Curiosamente sui quotidiani e nelle grandi arene televisive capita molto di rado di ascoltare letture di marca antiedipica, o decostruzionista, o etnopsichiatrica, o queer sui destini della famiglia, della castrazione, del desiderio. A parlare, in un sol epico e marziale coro, dagli scrittori-insegnanti incollati alle mitologie di una scuola e di un’adolescenza (peraltro solo nella loro privata autobiografia), tutta libri e belle lettere, politicamente attrezzata e serafica nell’olocausto dei propri godimenti a pro di carriere folgoranti, agli psicoanalisti convertiti definitivamente alla norma, che pilotano l’Edipo come una macchina da guerra all’incontrario, siamo costretti, sono costretto, a continuamente veder esecrata una gioventù che, personalmente, trovo molto meglio della mia, molto più informata, libera, meno dipendente, meno inibita, meno ideologica, una generazione che, anche grazie a cellulari e social network, scrive, scrive moltissimo e non solo poesie o diari lacrimosi e disperati, e che forse ci regalerà un mondo, me lo auguro, che ridimensioni definitivamente la famiglia come la conosciamo, e con essa una scuola che ha ancora gli stessi muri dei manicomi e delle carceri e che arranca da sempre a costruire interesse intorno alla cultura.

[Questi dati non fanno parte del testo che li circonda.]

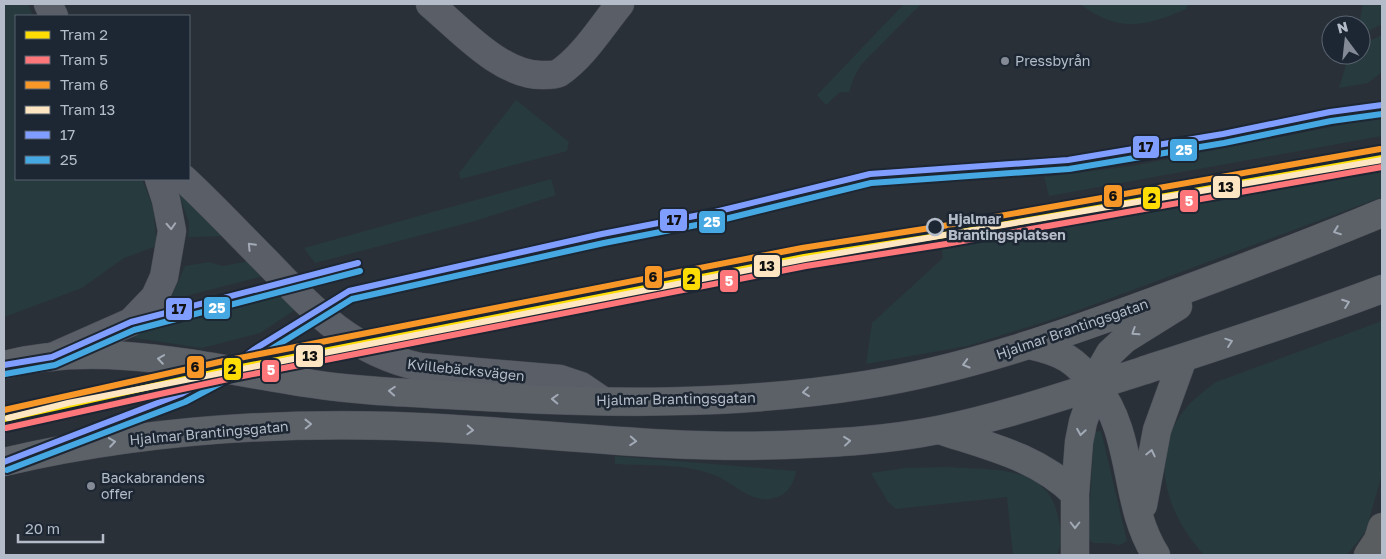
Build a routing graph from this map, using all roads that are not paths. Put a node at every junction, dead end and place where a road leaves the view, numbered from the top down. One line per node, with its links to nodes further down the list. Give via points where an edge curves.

Per rimpiazzarle, mi auguro, con altre forme societarie e con luoghi dell’imparare finalmente scelti, consapevolmente, in cui ciò che si fa sia desiderabile, immediatamente godibile e, alla lunga in grado di suscitare non odio ma amore, amore per il sapere e per l’emancipazione che da un autentico sapere diffuso può derivare. Oltre gli schemi vetusti e il moralismo e il normativismo che cola dai nostri media asserviti, con i suoi testimoni – pochi, cattivi e privilegiati -, come pece bollente.